### Required action:
If the records below hold pictures, omit them, and print exactly the lines from the first line through the line containing "ring mcp: (1196, 932)", inclusive.

[Keypoint coordinate data]
===

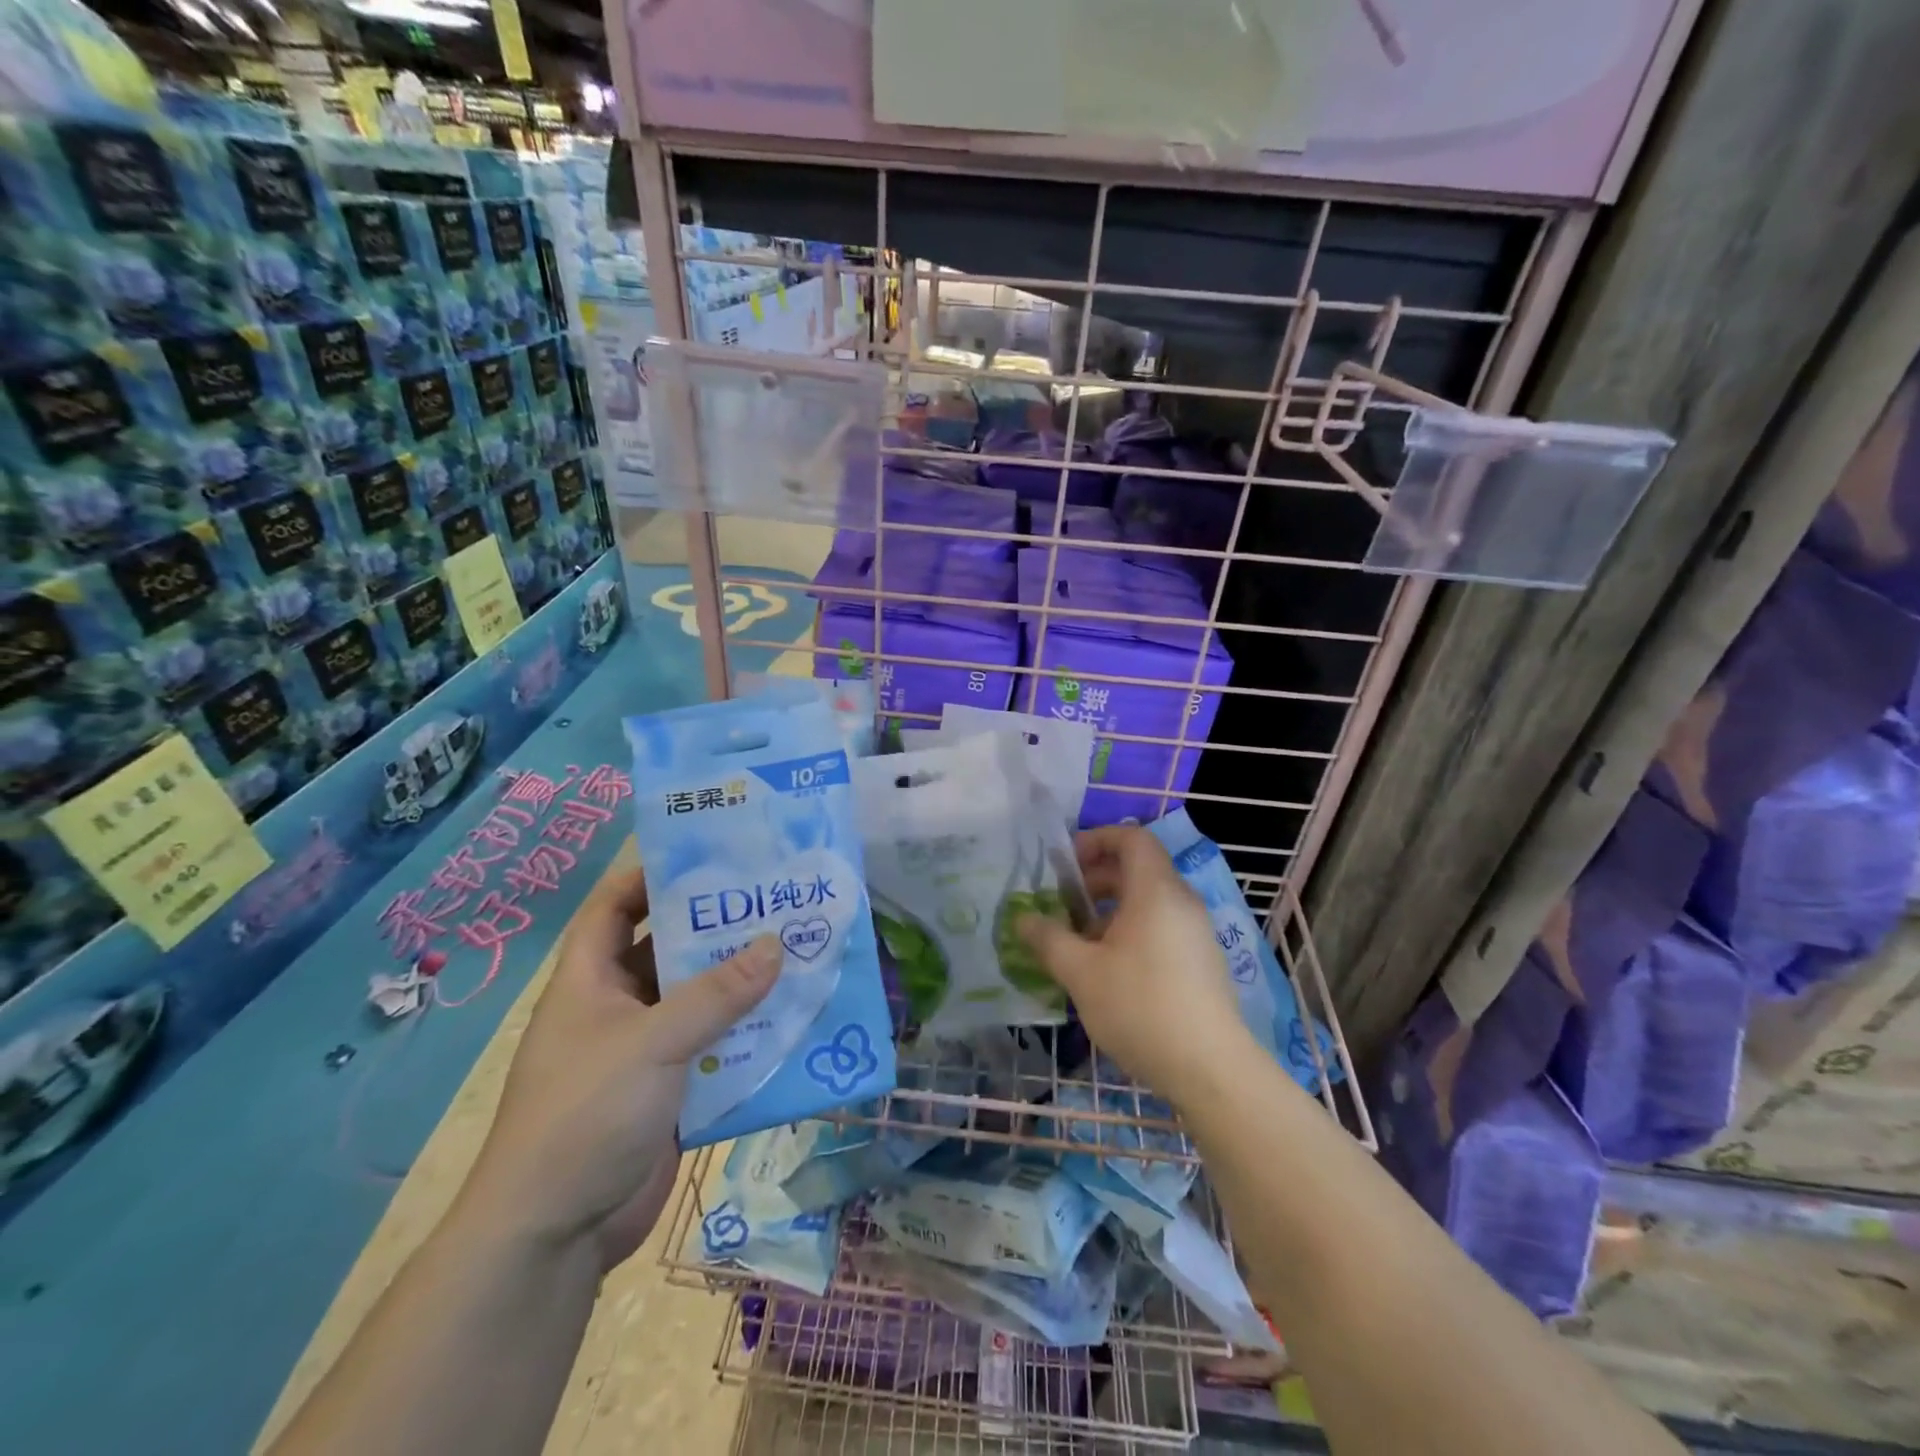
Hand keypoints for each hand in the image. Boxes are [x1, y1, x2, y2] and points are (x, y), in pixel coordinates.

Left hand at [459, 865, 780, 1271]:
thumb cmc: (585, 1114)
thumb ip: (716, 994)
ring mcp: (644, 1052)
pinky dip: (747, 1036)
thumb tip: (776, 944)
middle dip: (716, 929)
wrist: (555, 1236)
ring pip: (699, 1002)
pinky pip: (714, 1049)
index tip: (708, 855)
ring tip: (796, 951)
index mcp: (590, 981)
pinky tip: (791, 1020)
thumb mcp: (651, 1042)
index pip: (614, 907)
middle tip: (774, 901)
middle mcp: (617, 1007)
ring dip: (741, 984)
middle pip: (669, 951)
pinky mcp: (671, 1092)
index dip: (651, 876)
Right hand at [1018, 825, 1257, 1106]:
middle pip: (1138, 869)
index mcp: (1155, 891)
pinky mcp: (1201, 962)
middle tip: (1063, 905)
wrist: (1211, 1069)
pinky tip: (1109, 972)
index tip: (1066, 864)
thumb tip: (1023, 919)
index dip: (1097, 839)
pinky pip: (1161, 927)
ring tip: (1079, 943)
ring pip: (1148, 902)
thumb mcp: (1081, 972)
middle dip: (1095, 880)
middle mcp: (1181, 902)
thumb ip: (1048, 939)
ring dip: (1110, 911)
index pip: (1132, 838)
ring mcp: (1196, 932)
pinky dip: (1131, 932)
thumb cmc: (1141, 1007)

===

### Expected output:
Hand keypoints for each hand in the image. Boxes are [x1, y1, x2, y2] and points are (x, y), in pixel coordinates.

Left hand at [459, 865, 780, 1271]:
thumb cmc: (585, 1114)
thumb ip: (716, 994)
ring mcp: (644, 1052)
pinky dip: (747, 1036)
thumb tip: (776, 944)
middle dip: (716, 929)
wrist: (555, 1236)
ring pip: (699, 1002)
pinky pip: (714, 1049)
index tip: (708, 855)
ring tip: (796, 951)
index mcp: (590, 981)
pinky tip: (791, 1020)
thumb mcp: (651, 1042)
index pip: (614, 907)
middle tip: (774, 901)
middle mcp: (617, 1007)
ring dip: (741, 984)
middle pip: (669, 951)
pinky mcp: (671, 1092)
index dip: (651, 876)
Right hand at [1018, 825, 1257, 1106]:
middle pip: (1138, 869)
index mcp: (1155, 891)
pinky mcp: (1201, 962)
middle tip: (1063, 905)
wrist: (1211, 1069)
pinky tip: (1109, 972)
index tip: (1066, 864)
thumb tip: (1023, 919)
index dip: (1097, 839)
pinky pip: (1161, 927)
ring tip: (1079, 943)
ring pip: (1148, 902)
thumb mcp: (1081, 972)
middle dip: (1095, 880)
middle mcp: (1181, 902)
thumb ip: (1048, 939)
ring dip: (1110, 911)
index pip: (1132, 838)
ring mcp: (1196, 932)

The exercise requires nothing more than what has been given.